In parts of Queens, the sound of jet engines is no longer the occasional backdrop to city life. For families under the approaches to LaGuardia and JFK, residents say the roar has escalated into a near-constant soundtrack that rattles windows and frays nerves.
Neighbors in Flushing and nearby communities report that over the last decade, shifting flight paths have brought planes lower and more frequently overhead. Maria and William Becce, who have lived in Flushing for about forty years, told reporters that what used to feel like sporadic flyovers now feels like jets passing "one after the other" across the sky above their home.
In an interview with CBS New York, the Becces said the noise surge followed a change in flight patterns and that the volume can make simple things like talking or watching television "almost impossible." They also told the outlet they worry that years of constant noise may be taking a toll on residents' health. According to CBS, the FAA and the U.S. Department of Transportation declined to comment on the neighborhood complaints or the lawmaker outreach.
Lawmakers Press the FAA for Change
Rep. Tom Suozzi is once again pressing federal regulators to turn down the volume. He has renewed calls for a sound-abatement plan that would spread arriving flights across more tracks and require steeper climbs and descents to ease pressure on long-established "noise corridors." According to Suozzi's office, the proposals are designed to be practical, achievable and not to interfere with aviation safety.
The congressman has also urged the FAA to bring back altitude agreements and to rotate the use of precise RNAV paths so that the same neighborhoods are not hammered hour after hour. The goal, he argues, is not to shift chaos into the sky but to spread out the burden that has been concentrated on a few communities.
Research Links Aircraft Noise to Heart Risks
Residents worried about their long-term health now have fresh data backing up their concerns. A January 2025 study led by University College London found that people exposed to higher levels of nighttime aircraft noise showed measurable changes in heart structure and function that are associated with increased risks of heart attack and stroke.
According to UCL, the research relied on cardiac MRI data and points directly to the potential harms of chronic, late-night overflights. Noise advocates say findings like these are exactly why airport sound issues should be treated as a public health problem, not just a quality-of-life complaint.
How Flight-Procedure Changes Concentrated the Noise
The current tension has deep roots in how the skies were redesigned in the 2010s. Performance-based navigation and RNAV procedures tightened routes into narrow, precise corridors. That shift shrank the overall geographic footprint of arriving aircraft, but it also meant far more flights traveling over the same rows of homes, again and again, instead of spreading them more broadly.

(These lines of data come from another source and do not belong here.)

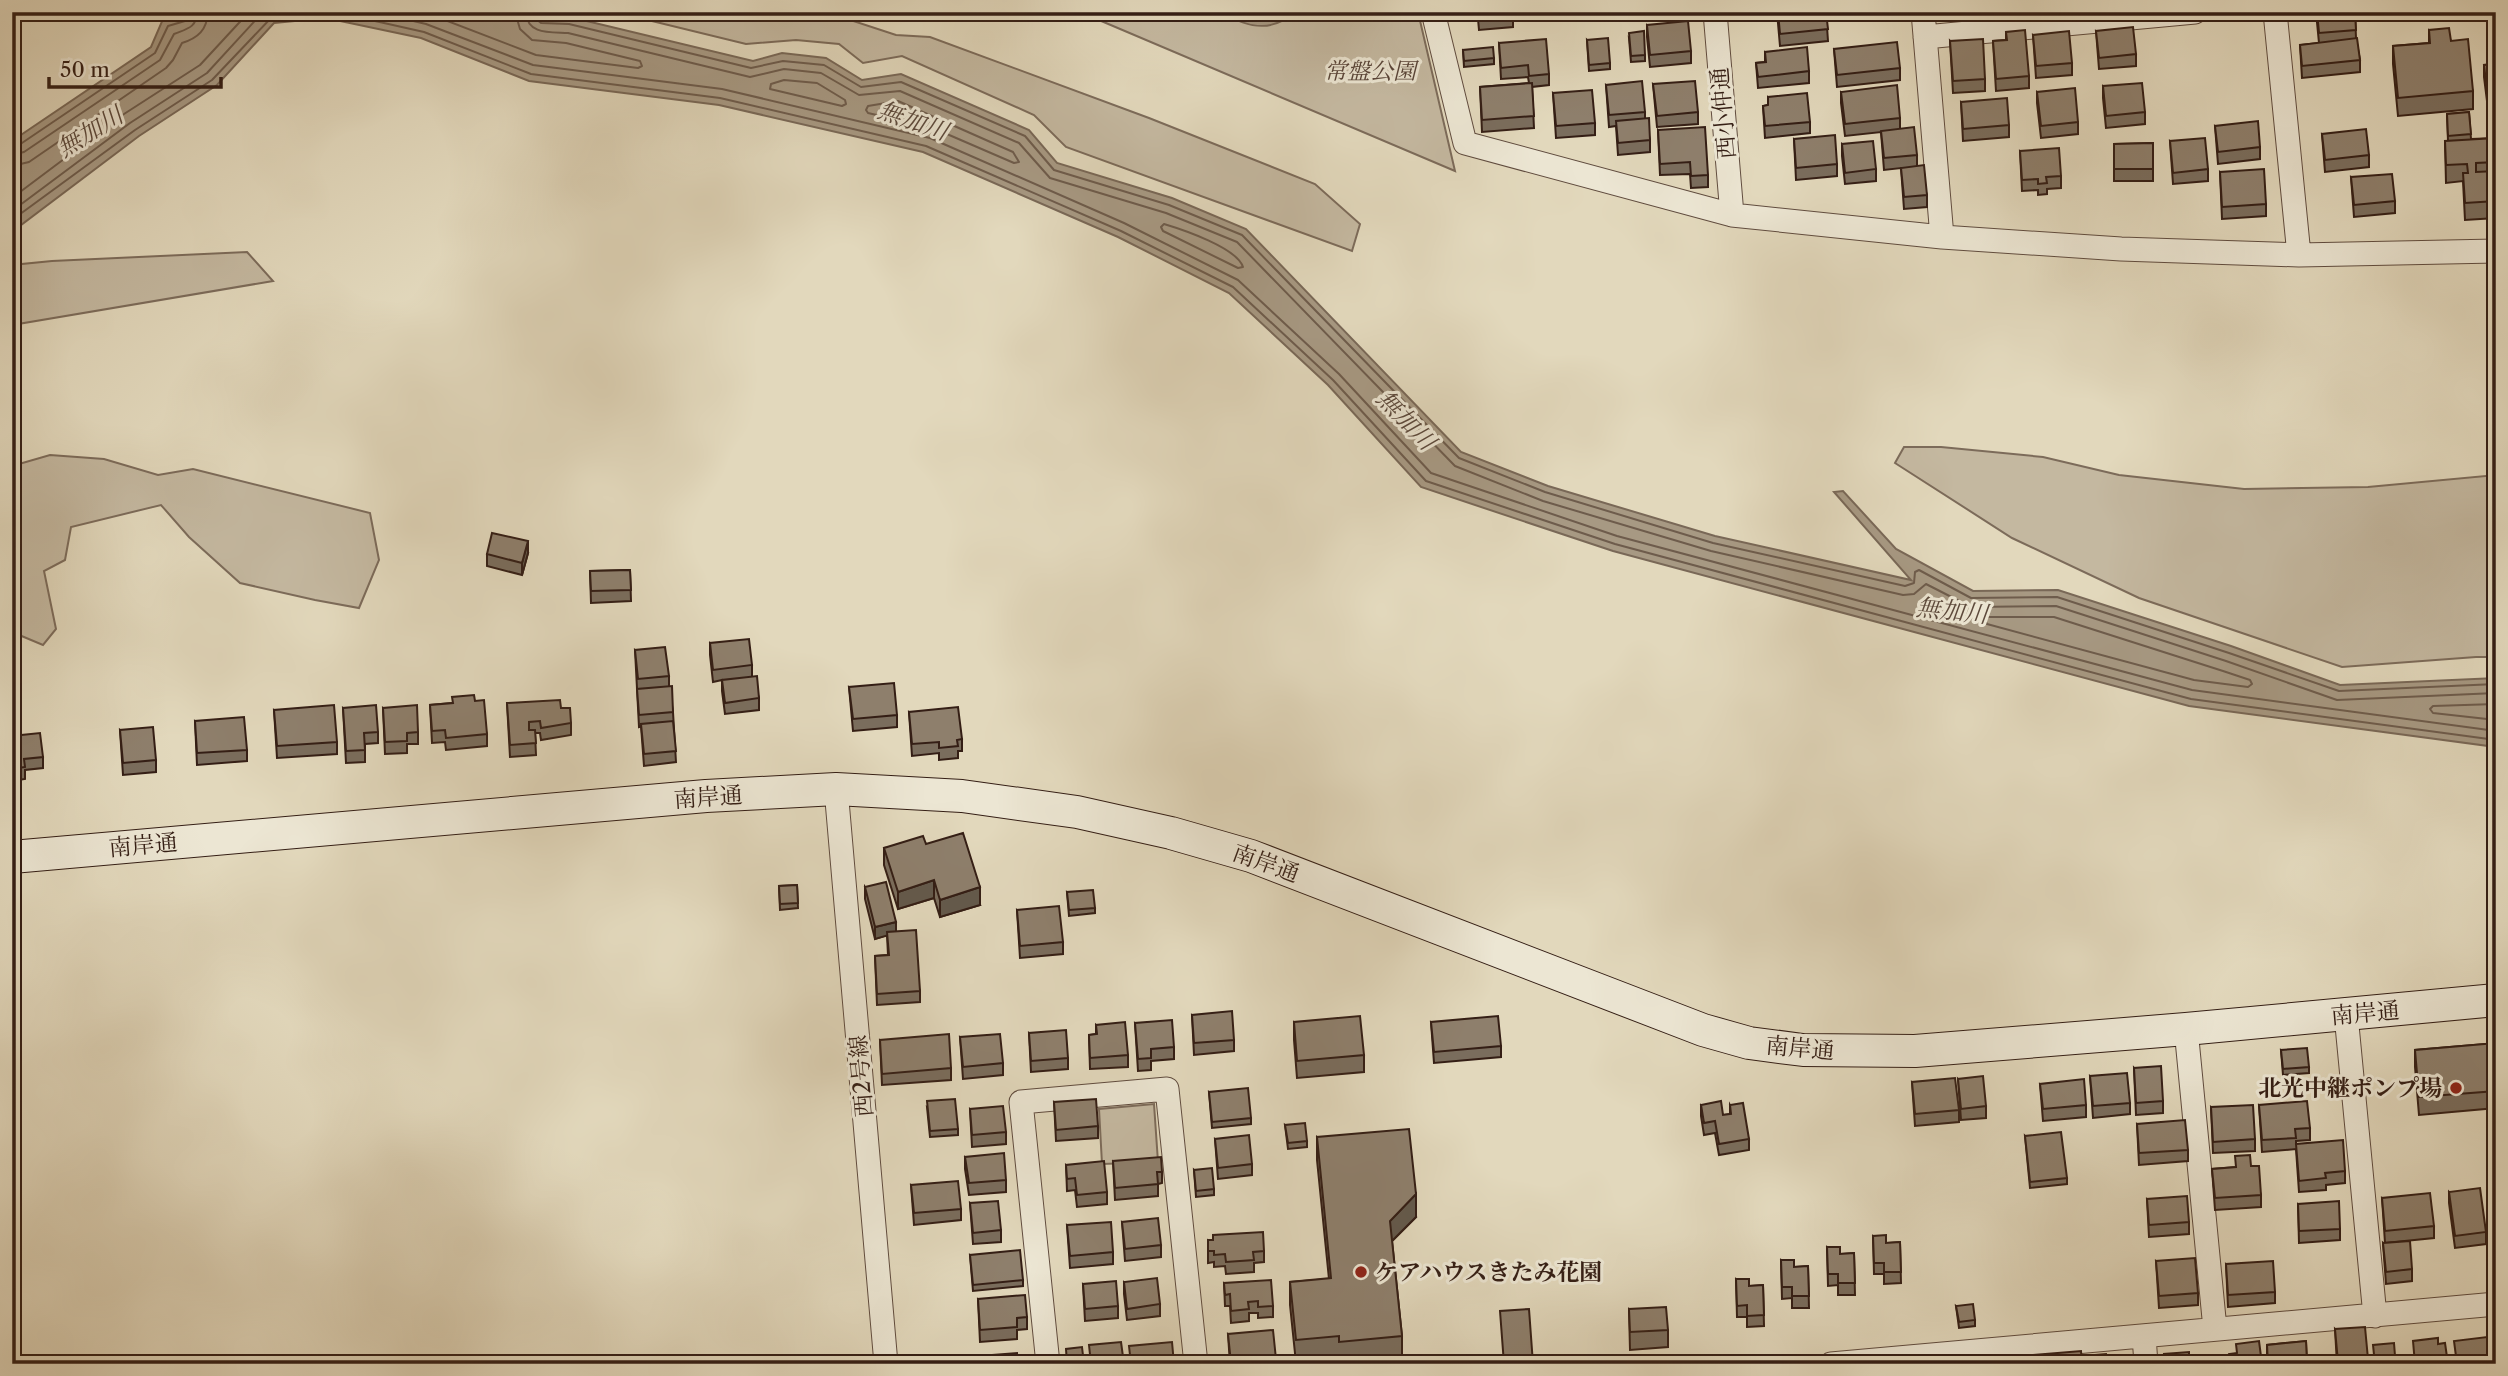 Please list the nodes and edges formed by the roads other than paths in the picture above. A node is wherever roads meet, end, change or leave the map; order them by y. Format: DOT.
graph roads {
  1 [pos="1433,12"];
  2 [pos="1715,12"];
  3 [pos="1923,12"];
  4 [pos="2194,12"];
  5 [pos="2275,12"];
  6 [pos="1925,37"];
  7 [pos="1732,215"];
  8 [pos="1942,237"];
  9 [pos="2496,251"];
  10 [pos="2299,255"];
  11 [pos="836,789"];
  12 [pos="12,857"];
  13 [pos="2496,1000"];
  14 [pos="2346,1015"];
  15 [pos="2186,1029"];
  16 [pos="2496,1304"];
  17 [pos="2375,1316"];
  18 [pos="2216,1329"];
  19 [pos="2144,1336"];
  20 [pos="2009,1356"];
  21 [pos="886,1364"];
  22 [pos="1048,1364"];
  23 [pos="1196,1364"];
  24 [pos="1831,1364"];
  25 [pos="2146,1364"];
  1 -- 7 [label="street"];
  2 -- 7 [label="street, 西小仲通"];
  3 -- 6 [label="street"];
  4 -- 6 [label="street"];
  5 -- 10 [label="street"];
  6 -- 8 [label="street"];
  7 -- 8 [label="street"];
  8 -- 10 [label="street"];
  9 -- 10 [label="street"];
  11 -- 12 [label="main road, 南岸通"];
  11 -- 15 [label="main road, 南岸通"];
  11 -- 21 [label="street, 西2号線"];
  13 -- 14 [label="main road, 南岸通"];
  14 -- 15 [label="main road, 南岸通"];
  14 -- 17 [label="street"];
  15 -- 18 [label="street"];
  16 -- 17 [label="street"];
  17 -- 18 [label="street"];
  18 -- 19 [label="street"];
  19 -- 20 [label="street"];
  19 -- 25 [label="street"];
  20 -- 24 [label="street"];
  22 -- 23 [label="street"];
}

Government reviews and hearings have repeatedly flagged this tradeoff between efficient airspace and fair noise distribution. With modern navigation, regulators can effectively draw "highways in the sky" that channel planes over specific communities. Congressional discussions have stressed the need for rotated or dispersed paths so that one slice of Queens is not stuck as the permanent on-ramp.
What Agencies and Communities Are Doing
The Port Authority and other agencies say they are not ignoring the uproar. Officials report they have expanded airport noise offices, deployed more sound monitors and given the public greater access to online flight-tracking tools. Records from the agency show increased monitoring around LaGuardia in particular.
Port Authority records cite more instruments in the field and stepped-up outreach, but advocates counter that monitors mostly confirm what residents already know: planes are loud and often low. Equipment can log the decibels, they argue, but it does not stop the jets from roaring past bedroom windows at all hours.
Some local governments have tried a different tactic and turned to the courts. Municipalities frustrated by low approaches have pursued legal remedies, a strategy previously reported by CBS New York.
For Queens residents and their elected officials, the immediate question is whether the FAA will agree to real adjustments: dispersing routes, enforcing higher minimum altitudes and rotating precise RNAV paths so that the noise burden is shared more evenly. Until those changes arrive, communities under the LaGuardia and JFK approaches say they will keep pressing regulators and lawmakers, hoping that someday soon the skies above them are not just busier, but also quieter and safer.